Saved data entries
====================
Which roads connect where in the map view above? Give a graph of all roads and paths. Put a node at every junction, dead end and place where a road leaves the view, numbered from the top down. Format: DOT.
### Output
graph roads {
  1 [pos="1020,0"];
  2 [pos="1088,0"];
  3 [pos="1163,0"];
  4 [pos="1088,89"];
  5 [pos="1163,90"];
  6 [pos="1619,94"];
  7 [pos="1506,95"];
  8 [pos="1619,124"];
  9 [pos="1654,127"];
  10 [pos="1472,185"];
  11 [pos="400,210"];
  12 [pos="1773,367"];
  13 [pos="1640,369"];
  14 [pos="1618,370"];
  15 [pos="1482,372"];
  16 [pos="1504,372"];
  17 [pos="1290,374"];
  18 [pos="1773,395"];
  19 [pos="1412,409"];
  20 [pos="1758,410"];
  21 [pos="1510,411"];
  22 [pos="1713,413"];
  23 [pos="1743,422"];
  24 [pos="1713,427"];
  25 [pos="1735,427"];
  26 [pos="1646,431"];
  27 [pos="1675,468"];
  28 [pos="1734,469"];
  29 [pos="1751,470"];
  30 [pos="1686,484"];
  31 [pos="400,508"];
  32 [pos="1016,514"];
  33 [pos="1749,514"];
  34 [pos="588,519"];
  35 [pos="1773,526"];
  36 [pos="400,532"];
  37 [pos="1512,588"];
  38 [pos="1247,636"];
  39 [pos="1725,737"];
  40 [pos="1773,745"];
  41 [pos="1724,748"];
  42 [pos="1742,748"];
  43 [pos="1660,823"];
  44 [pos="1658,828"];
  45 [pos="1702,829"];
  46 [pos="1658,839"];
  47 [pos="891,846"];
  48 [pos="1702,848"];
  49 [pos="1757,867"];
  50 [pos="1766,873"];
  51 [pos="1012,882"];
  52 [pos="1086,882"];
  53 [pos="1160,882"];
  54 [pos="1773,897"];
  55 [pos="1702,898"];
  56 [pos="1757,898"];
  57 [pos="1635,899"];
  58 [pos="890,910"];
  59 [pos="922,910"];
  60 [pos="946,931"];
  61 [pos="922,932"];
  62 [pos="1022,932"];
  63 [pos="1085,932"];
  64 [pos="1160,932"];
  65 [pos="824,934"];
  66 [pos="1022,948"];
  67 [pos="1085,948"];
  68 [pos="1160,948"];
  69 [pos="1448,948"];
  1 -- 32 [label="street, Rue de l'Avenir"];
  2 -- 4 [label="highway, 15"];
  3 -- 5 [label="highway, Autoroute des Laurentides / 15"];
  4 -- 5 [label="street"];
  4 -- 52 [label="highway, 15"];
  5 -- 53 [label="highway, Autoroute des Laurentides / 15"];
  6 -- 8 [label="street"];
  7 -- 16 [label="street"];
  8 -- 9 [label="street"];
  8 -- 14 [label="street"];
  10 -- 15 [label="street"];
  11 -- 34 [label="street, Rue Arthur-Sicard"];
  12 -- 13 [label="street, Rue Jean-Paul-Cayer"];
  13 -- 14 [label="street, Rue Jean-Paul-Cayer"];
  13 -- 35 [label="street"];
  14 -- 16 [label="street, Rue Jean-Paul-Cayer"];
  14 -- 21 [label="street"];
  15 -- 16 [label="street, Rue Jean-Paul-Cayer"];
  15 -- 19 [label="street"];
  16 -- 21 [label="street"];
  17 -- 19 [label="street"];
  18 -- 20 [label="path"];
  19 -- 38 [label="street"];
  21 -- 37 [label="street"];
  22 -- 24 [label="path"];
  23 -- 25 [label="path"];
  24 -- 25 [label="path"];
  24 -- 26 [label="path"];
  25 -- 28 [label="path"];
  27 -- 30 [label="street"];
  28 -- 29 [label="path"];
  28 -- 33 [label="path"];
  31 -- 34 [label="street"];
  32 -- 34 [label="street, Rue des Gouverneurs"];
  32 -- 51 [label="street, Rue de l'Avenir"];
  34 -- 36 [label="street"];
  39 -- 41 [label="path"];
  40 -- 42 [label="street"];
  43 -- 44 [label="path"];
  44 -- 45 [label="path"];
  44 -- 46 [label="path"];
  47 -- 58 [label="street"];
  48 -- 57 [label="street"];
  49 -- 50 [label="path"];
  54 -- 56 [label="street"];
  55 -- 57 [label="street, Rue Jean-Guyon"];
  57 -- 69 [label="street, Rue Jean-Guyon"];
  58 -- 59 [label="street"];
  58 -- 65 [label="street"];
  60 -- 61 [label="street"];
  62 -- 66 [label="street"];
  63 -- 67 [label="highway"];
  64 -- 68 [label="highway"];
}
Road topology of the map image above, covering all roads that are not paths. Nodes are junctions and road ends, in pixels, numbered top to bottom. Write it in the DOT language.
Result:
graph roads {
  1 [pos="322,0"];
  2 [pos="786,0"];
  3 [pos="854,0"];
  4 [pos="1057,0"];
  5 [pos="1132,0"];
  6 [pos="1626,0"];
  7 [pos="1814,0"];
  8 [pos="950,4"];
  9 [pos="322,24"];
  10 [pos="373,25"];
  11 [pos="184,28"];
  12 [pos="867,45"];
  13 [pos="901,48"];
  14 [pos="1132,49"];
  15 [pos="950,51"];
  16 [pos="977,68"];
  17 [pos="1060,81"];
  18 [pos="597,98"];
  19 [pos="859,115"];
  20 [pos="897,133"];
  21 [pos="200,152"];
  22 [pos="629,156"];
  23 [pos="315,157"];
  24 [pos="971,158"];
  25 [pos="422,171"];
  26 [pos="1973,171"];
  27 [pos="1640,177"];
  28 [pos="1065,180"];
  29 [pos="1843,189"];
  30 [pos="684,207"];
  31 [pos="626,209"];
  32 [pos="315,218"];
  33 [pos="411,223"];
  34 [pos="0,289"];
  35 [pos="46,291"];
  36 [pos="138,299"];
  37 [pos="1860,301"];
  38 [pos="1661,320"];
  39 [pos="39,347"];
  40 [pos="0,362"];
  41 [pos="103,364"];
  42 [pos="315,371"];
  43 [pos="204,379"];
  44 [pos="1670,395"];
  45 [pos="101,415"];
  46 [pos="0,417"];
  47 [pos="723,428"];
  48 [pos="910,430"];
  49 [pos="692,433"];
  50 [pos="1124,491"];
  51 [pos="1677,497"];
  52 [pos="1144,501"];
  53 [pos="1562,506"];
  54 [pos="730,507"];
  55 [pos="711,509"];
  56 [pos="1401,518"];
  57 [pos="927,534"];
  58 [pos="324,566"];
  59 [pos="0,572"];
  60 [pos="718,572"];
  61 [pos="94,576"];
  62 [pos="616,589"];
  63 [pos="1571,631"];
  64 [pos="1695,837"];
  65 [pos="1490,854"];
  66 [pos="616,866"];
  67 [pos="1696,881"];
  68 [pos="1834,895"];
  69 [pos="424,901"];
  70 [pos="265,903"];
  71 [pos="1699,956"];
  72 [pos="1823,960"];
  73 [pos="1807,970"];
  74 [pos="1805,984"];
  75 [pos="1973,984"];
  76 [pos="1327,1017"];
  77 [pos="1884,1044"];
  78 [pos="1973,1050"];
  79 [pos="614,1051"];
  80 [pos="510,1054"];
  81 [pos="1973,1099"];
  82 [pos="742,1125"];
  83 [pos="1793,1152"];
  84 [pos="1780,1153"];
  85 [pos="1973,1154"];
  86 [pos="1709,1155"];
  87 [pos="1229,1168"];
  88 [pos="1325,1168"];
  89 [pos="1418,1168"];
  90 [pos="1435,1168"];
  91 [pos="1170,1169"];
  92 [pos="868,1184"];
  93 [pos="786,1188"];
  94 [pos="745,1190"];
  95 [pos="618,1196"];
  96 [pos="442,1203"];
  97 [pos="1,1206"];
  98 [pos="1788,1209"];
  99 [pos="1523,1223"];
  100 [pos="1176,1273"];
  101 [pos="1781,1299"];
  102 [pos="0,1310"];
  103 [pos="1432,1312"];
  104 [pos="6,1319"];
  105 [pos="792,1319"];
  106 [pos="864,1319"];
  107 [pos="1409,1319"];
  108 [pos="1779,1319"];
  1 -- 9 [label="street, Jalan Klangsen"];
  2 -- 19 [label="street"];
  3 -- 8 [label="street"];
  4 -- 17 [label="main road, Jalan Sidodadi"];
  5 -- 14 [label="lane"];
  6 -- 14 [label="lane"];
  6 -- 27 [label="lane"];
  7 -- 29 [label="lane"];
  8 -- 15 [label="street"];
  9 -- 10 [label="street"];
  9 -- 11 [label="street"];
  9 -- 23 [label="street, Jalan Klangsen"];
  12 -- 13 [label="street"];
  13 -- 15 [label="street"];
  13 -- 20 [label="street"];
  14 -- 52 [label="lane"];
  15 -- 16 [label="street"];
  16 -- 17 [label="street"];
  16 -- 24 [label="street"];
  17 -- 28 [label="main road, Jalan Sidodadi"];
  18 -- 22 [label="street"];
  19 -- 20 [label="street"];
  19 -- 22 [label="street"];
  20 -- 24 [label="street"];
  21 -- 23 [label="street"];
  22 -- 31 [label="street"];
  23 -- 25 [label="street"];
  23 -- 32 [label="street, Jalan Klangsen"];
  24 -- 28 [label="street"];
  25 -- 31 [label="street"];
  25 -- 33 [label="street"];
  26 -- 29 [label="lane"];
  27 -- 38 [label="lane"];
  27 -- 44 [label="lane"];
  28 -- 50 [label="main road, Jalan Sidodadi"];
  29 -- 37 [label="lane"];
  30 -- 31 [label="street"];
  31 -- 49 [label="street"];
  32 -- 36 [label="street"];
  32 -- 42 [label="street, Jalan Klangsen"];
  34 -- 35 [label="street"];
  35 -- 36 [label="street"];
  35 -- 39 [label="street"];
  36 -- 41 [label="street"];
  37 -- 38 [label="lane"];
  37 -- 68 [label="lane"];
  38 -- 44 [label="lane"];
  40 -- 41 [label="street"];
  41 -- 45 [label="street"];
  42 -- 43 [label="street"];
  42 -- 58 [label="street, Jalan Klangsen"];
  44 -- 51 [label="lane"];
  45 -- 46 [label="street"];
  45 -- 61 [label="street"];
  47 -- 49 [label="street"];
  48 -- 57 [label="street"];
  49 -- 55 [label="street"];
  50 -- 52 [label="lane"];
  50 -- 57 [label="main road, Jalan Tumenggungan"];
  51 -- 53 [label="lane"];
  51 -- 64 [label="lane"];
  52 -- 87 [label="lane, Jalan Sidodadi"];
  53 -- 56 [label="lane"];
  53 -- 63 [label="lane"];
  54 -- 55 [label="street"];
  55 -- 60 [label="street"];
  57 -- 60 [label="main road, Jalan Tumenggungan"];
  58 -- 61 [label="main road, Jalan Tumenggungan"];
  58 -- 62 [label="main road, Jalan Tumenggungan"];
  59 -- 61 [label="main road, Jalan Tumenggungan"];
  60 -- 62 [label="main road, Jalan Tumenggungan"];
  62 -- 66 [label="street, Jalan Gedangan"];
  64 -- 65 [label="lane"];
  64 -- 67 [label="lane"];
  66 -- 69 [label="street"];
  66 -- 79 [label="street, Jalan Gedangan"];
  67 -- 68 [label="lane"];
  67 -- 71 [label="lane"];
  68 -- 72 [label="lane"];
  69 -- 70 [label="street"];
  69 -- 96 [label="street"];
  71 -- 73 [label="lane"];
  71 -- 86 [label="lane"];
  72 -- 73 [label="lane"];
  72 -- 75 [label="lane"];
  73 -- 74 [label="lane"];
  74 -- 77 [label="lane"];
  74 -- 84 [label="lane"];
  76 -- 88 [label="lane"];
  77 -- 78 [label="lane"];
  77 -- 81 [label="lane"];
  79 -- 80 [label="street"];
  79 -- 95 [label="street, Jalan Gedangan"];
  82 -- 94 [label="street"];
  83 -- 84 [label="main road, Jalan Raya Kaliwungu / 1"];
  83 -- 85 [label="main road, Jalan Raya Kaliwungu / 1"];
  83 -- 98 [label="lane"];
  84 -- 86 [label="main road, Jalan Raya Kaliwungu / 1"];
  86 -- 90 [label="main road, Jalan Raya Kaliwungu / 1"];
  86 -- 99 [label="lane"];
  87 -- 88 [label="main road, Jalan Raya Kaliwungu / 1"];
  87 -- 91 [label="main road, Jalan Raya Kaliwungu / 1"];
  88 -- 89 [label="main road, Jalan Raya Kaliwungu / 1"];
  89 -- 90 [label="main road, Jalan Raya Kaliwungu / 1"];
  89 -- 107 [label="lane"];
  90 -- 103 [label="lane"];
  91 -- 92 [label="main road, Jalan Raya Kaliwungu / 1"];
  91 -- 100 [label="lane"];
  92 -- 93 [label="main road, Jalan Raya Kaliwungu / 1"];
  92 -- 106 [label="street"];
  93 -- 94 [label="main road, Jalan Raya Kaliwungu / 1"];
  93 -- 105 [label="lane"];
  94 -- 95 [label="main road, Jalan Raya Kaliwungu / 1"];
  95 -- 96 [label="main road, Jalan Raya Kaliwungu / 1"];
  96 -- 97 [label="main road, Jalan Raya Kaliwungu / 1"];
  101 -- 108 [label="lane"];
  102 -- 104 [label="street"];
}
====================
PROBLEM TO SOLVE
Please copy every line of the data that carries the string "Tumenggungan".

OUTPUT FOR THIS TASK
  50 -- 57 [label="main road, Jalan Tumenggungan"];
  57 -- 60 [label="main road, Jalan Tumenggungan"];
  58 -- 61 [label="main road, Jalan Tumenggungan"];
  58 -- 62 [label="main road, Jalan Tumenggungan"];
  59 -- 61 [label="main road, Jalan Tumenggungan"];
  60 -- 62 [label="main road, Jalan Tumenggungan"];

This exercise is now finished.